Wednesday
The Trump administration’s disastrous response to Hurricane Maria has all but vanished from the news, causing us to wonder whether Donald Trump really can shape reality. In the early days, after all, he boasted about his A+ response and compared his performance favorably to George W. Bush’s handling of Hurricane Katrina:
We’ve saved a lot of lives. If you look at the—every death is a horror. But if you look at a real catastrophe like Katrina, and you look at the tremendous—hundred and hundred and hundreds of people that died. And you look at what happened here with really a storm that was totally overpowering. Nobody’s ever seen anything like this. And what is your death count at this point, 17? . . . Sixteen versus literally thousands of people.
This past week a Harvard study reported that the death toll was actually closer to 5000, with deaths continuing to come in because of damage to health care, infrastructure, and other basic services. For the Trump administration, however, it’s as though the disaster never happened.
In other words, the situation resembles the banana massacre in Gabriel Garcia Marquez’s One Hundred Years of Solitude.
In that work, the government massacres striking workers at an American-run plantation and then claims that no one died. The one survivor, Jose Areliano Secundo, returns to discover that the massacre has vanished into thin air:
The official version, repeated a thousand times and mangled out all over the country by every means of communication the government found at hand, was finally accepted: there were no dead, the satisfied workers had gone back to their families, and the banana company was suspending all activity until the rains stopped. Martial law continued with an eye to the necessity of taking emergency measures for the public disaster of the endless downpour, but the troops were confined to quarters. During the day the soldiers walked through the torrents in the streets with their pant legs rolled up, playing with boats with the children. At night, after taps, they knocked doors down with their rifle butts, hauled suspects out of their beds, and took them off on trips from which there was no return. The search for and extermination of the hoodlums, murders, arsonists, and rebels of Decree No 4 was still going on, but the military denied it even to the relatives of the victims who crowded the commandants’ offices in search of news. “You must have been dreaming,” the officers insisted. Nothing has happened in Macondo, nothing has ever happened, and nothing ever will happen. This is a happy town.” In that way they were finally able to wipe out the union leaders.

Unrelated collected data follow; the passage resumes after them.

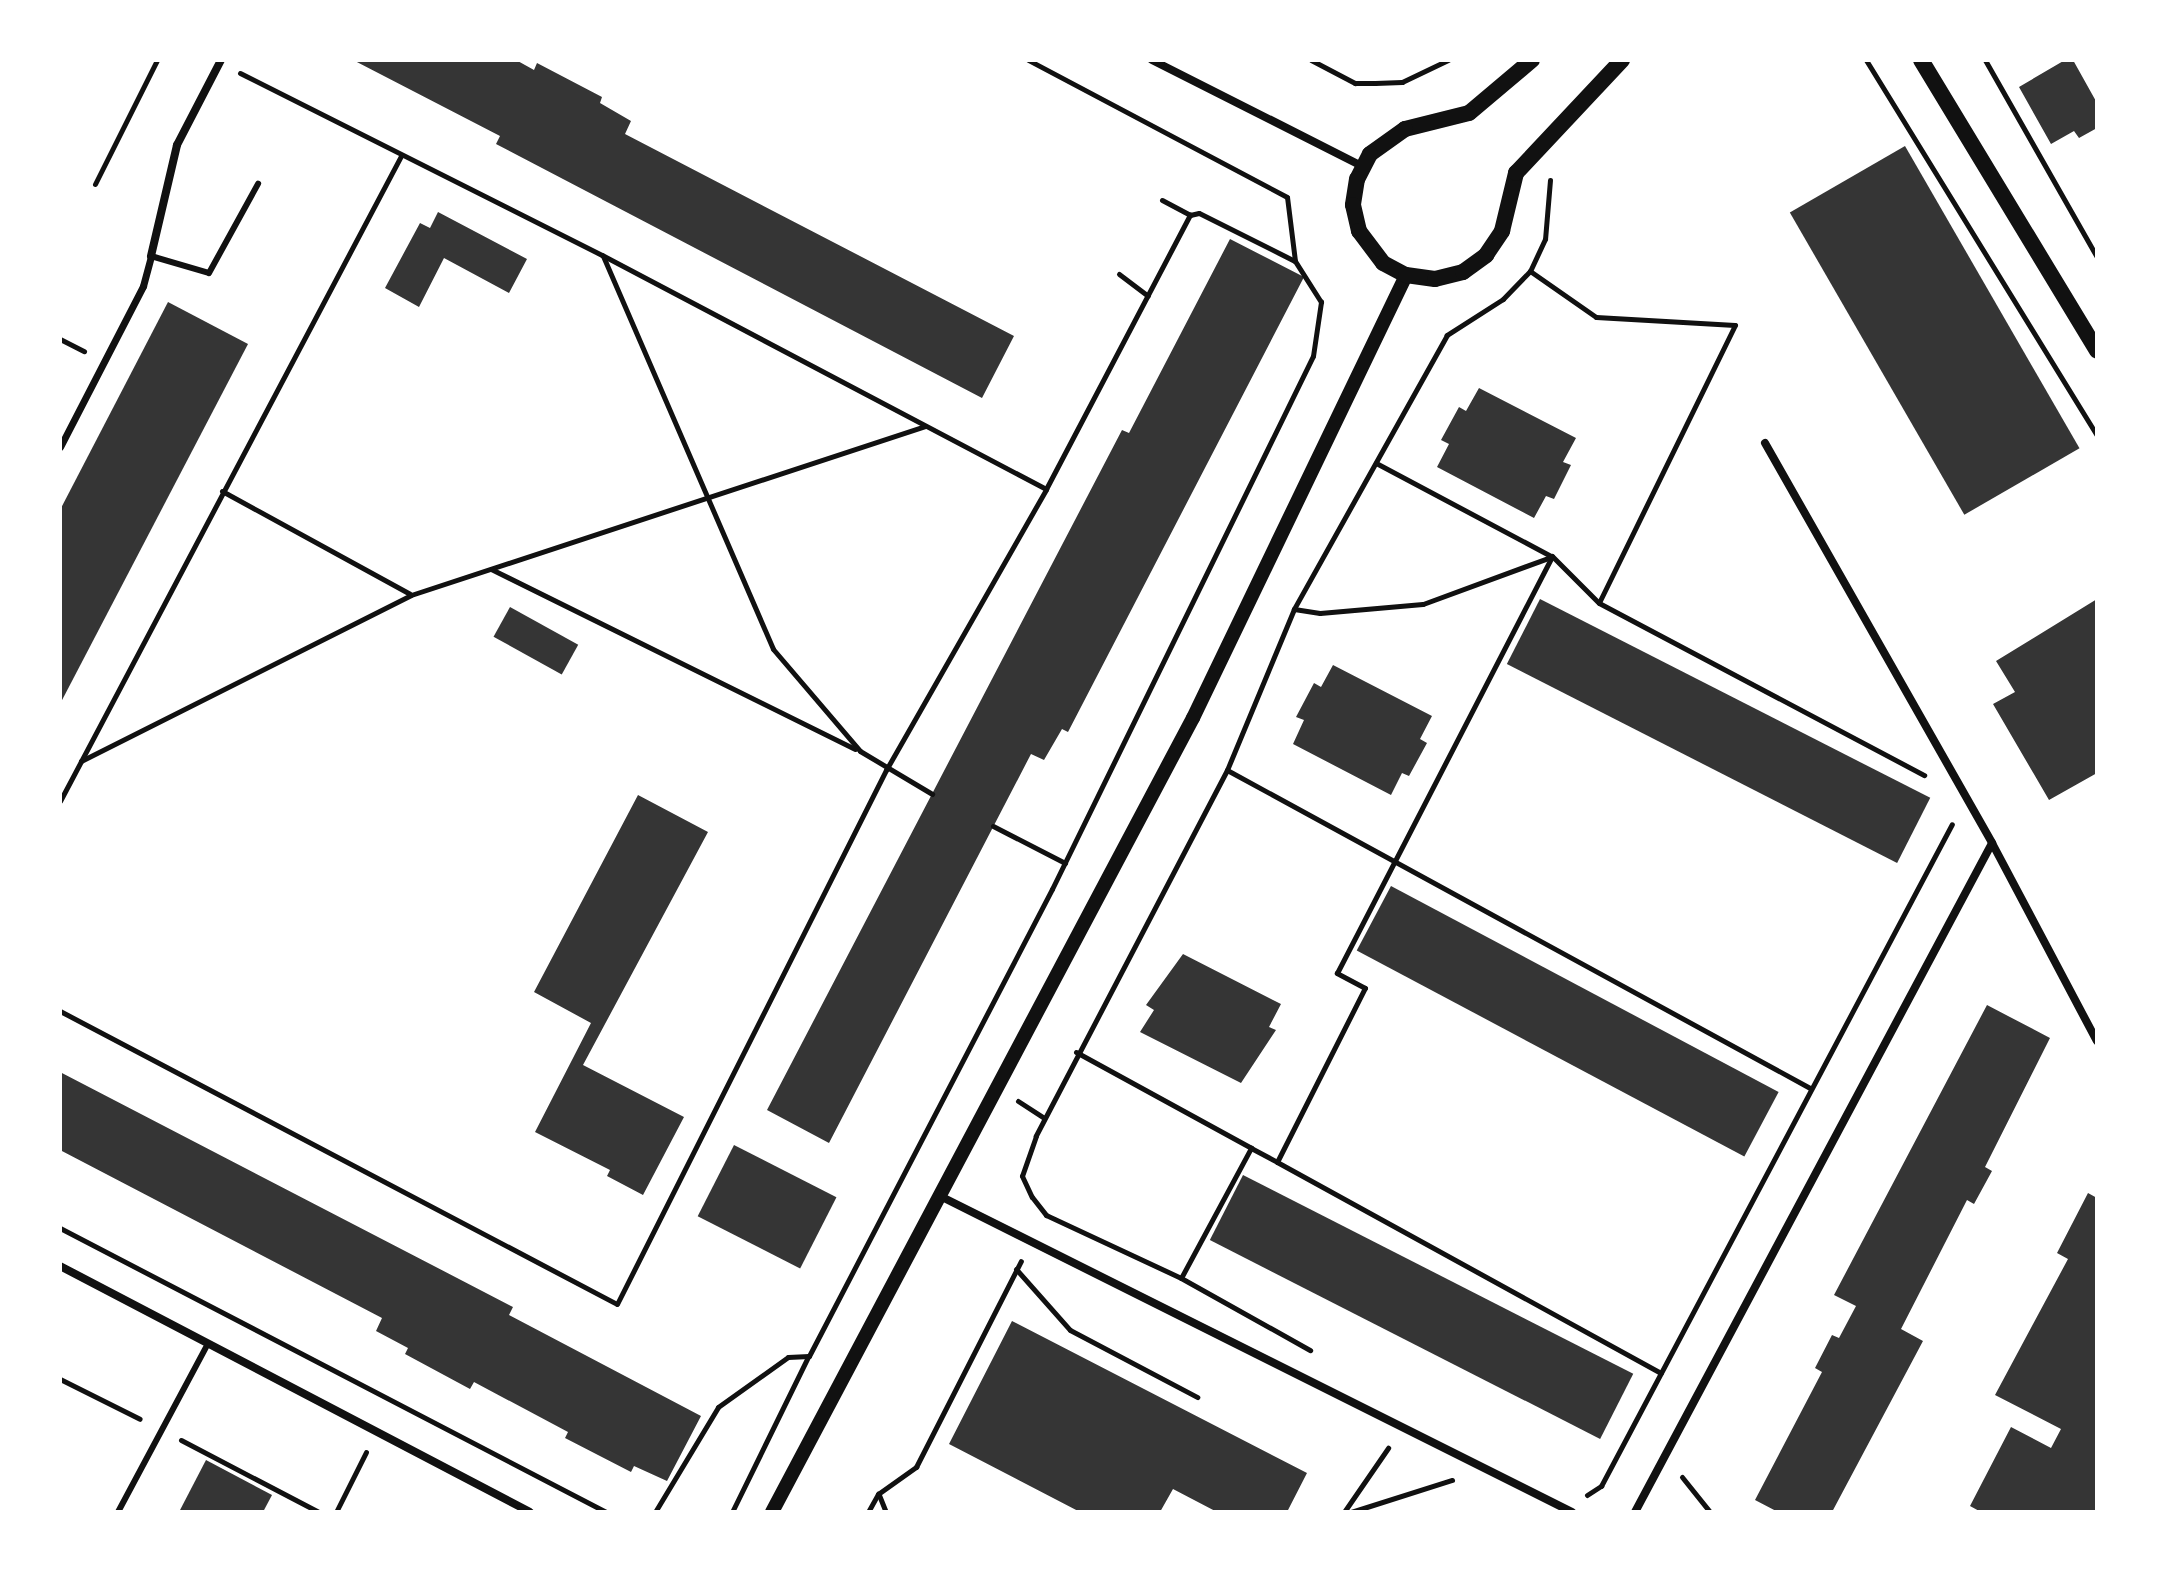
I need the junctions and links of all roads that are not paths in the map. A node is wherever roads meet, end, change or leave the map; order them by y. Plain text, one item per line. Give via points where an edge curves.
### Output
1 (1152, 60) edge
2 (1532, 60) edge
3 (1622, 60) edge
4 (1921, 60) edge
5 (220, 61) edge
6 (1362, 166) junction
7 (258, 184) dead end
8 (151, 256) junction
9 (1406, 275) junction
10 (2097, 351) edge
11 (1765, 443) dead end
12 (60, 447) edge
13 (1992, 843) junction
14 (2097, 1041) edge
15 (938, 1195) junction
16 (60, 1266) edge
17 (206, 1347) junction
18 (118, 1512) edge
19 (530, 1512) edge
20 (772, 1512) edge
21 (1572, 1512) edge
22 (1635, 1512) edge

1 - 6 street
2 - 6 main road via 1469,113 1392,135
3 - 9 main road via 1516,173 1502,231 1486,255 1449,277
4 - 10 main road
5 - 8 street via 177,145
6 - 9 main road via 1353,205 1359,231 1383,263
7 - 8 lane via 209,273
8 - 12 street via 143,286
9 - 15 street via 1193,718
11 - 13 street
13 - 14 street
13 - 22 street
15 - 20 street
15 - 21 street
16 - 17 street
17 - 18 lane
17 - 19 street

The erasure is so complete that, when the military find their way to Jose Arcadio’s house, in magical realist style they literally cannot see him, even though he is sitting there before them. He, meanwhile, becomes a hermit obsessed with proving that the massacre actually took place.

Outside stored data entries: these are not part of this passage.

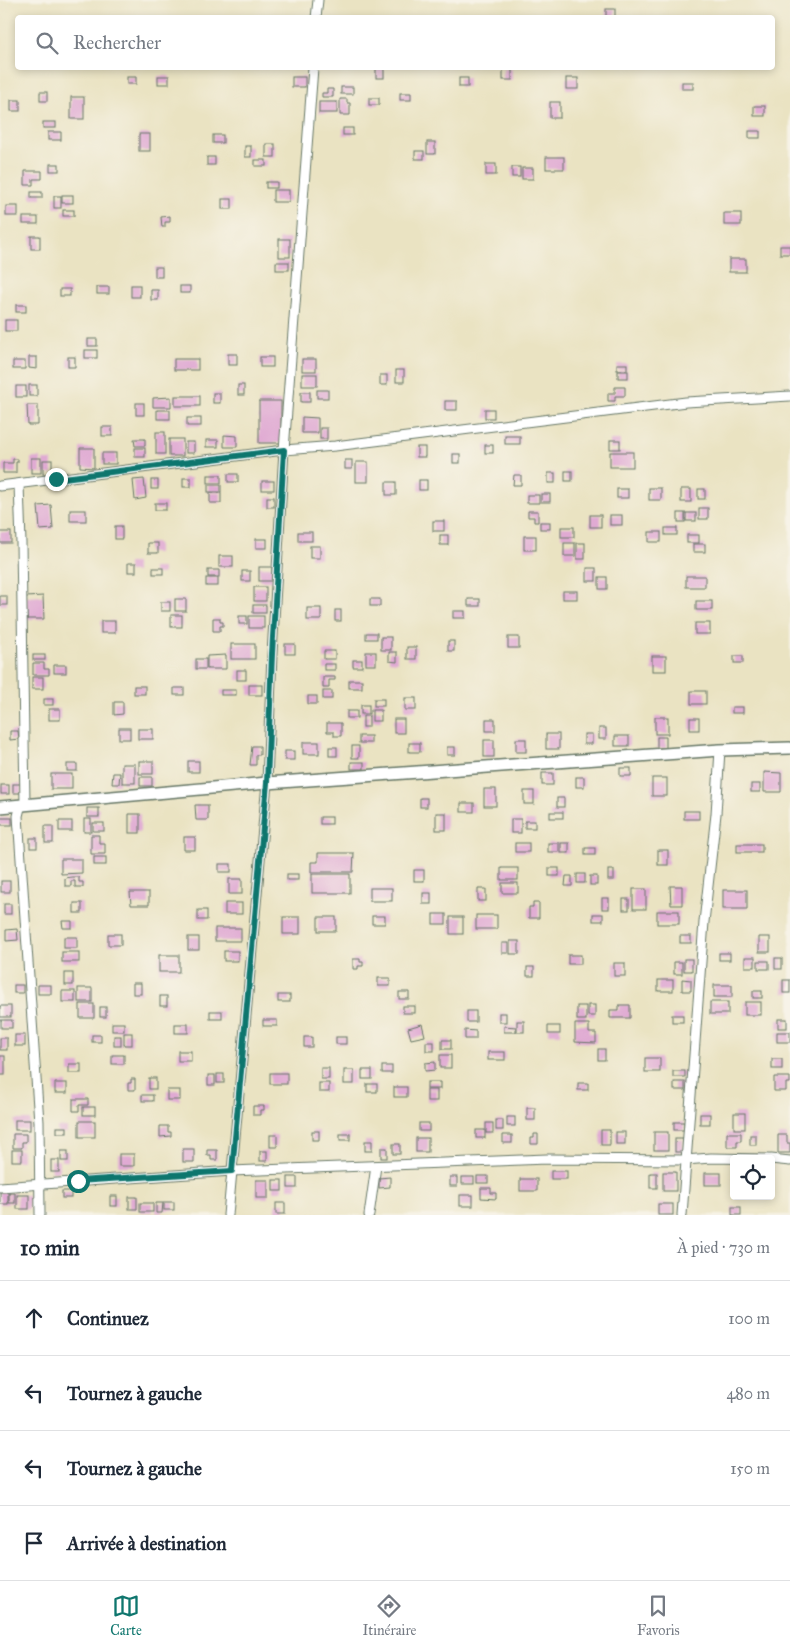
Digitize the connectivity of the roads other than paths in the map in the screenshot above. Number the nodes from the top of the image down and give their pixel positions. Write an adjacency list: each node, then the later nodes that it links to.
1 (318, 0): 2 (street)
2 (316, 15)
3 (313, 70): 5 (street)
4 (790, 396): 5 (street)
5 (284, 450): 6 (street); 10 (street)
6 (18, 484): 7 (street); 11 (street)
7 (0, 486)
8 (790, 748): 9 (street)
9 (720, 750): 10 (street); 14 (street)
10 (267, 783): 11 (street); 18 (street)
11 (25, 804): 12 (street); 19 (street)
12 (0, 806)
13 (730, 1158): 14 (street)
14 (685, 1160): 17 (street); 24 (street)
15 (775, 1160): 16 (street)
16 (790, 1161)
17 (376, 1166): 18 (street); 23 (street)
18 (232, 1171): 19 (street); 22 (street)
19 (40, 1184): 20 (street); 21 (street)
20 (0, 1186)
21 (40, 1215)
22 (228, 1215)
23 (369, 1215)
24 (682, 1215)

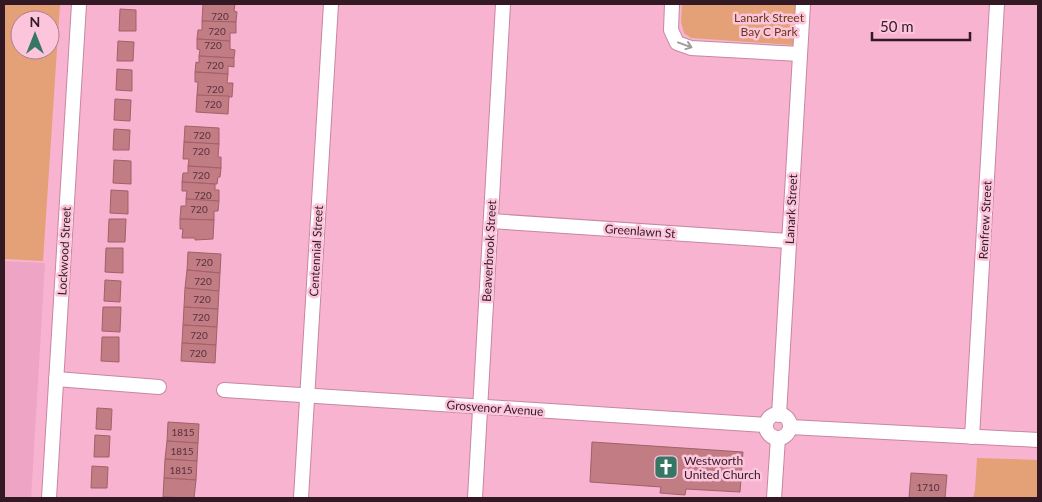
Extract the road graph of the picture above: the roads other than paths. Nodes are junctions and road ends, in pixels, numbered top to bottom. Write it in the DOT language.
graph roads {
  1 [pos="79,4"];
  2 [pos="332,4"];
  3 [pos="504,4"];
  4 [pos="672,4"];
  5 [pos="803,4"];
  6 [pos="997,4"];
  7 [pos="800,54"];
  8 [pos="491,221"];
  9 [pos="789,241"];
  10 [pos="56,379"];
  11 [pos="159,387"];
  12 [pos="224,390"];
  13 [pos="308,396"];
  14 [pos="480,407"];
  15 [pos="779,415"];
  16 [pos="766,425"];
  17 [pos="790,427"];
  18 [pos="972,436"];
  19 [pos="778,438"];
  20 [pos="1038,440"];
  21 [pos="49,498"];
  22 [pos="301,498"];
  23 [pos="475,498"];
  24 [pos="774,498"];
  1 -- 10 [label="street, Lockwood Street"];
  2 -- 13 [label="street, Centennial Street"];
  3 -- 8 [label="street, Beaverbrook Street"];
  4 -- 7 [label="street, one-way"];
  5 -- 7 [label="street, Lanark Street"];
  6 -- 18 [label="street, Renfrew Street"];
  7 -- 9 [label="street, Lanark Street"];
  8 -- 9 [label="street, Greenlawn St"];
  8 -- 14 [label="street, Beaverbrook Street"];
  9 -- 15 [label="street, Lanark Street"];
  10 -- 11 [label="street"];
  10 -- 21 [label="street, Lockwood Street"];
  12 -- 13 [label="street, Grosvenor Avenue"];
  13 -- 14 [label="street, Grosvenor Avenue"];
  13 -- 22 [label="street, Centennial Street"];
  14 -- 16 [label="street, Grosvenor Avenue"];
  14 -- 23 [label="street, Beaverbrook Street"];
  15 -- 16 [label="street"];
  15 -- 17 [label="street"];
  16 -- 19 [label="street"];
  17 -- 18 [label="street"];
  17 -- 19 [label="street"];
  18 -- 20 [label="street"];
  19 -- 24 [label="street"];
}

Think of him as those Harvard academics toiling away in obscurity while the denying world moves on. Jose Arcadio’s brother stumbles upon him doing research years later after everyone has forgotten about him:
Jose Arcadio Segundo, devoured by baldness, indifferent to the air that had been sharpened by the nauseating vapors, was still reading the rereading the unintelligible parchments. He was illuminated by a seraphic glow. He scarcely raised his eyes when he heard the door open…
“There were more than three thousand of them,” was all that Jose Arcadio Segundo said. “I’m sure now that they were everybody who had been at the station.”
When CBS’s Leslie Stahl once asked Donald Trump why he relentlessly attacks the press, he replied, “You know why I do it? I do it to discredit you all and demean you all so when you write negative stories about me, no one will believe you.” That doesn’t absolve the press from telling the world about one of Trump’s greatest failures. He, however, has found ways of creating his own preferred reality.
At the moment, unless you’re Puerto Rican, it’s as though the hurricane never happened.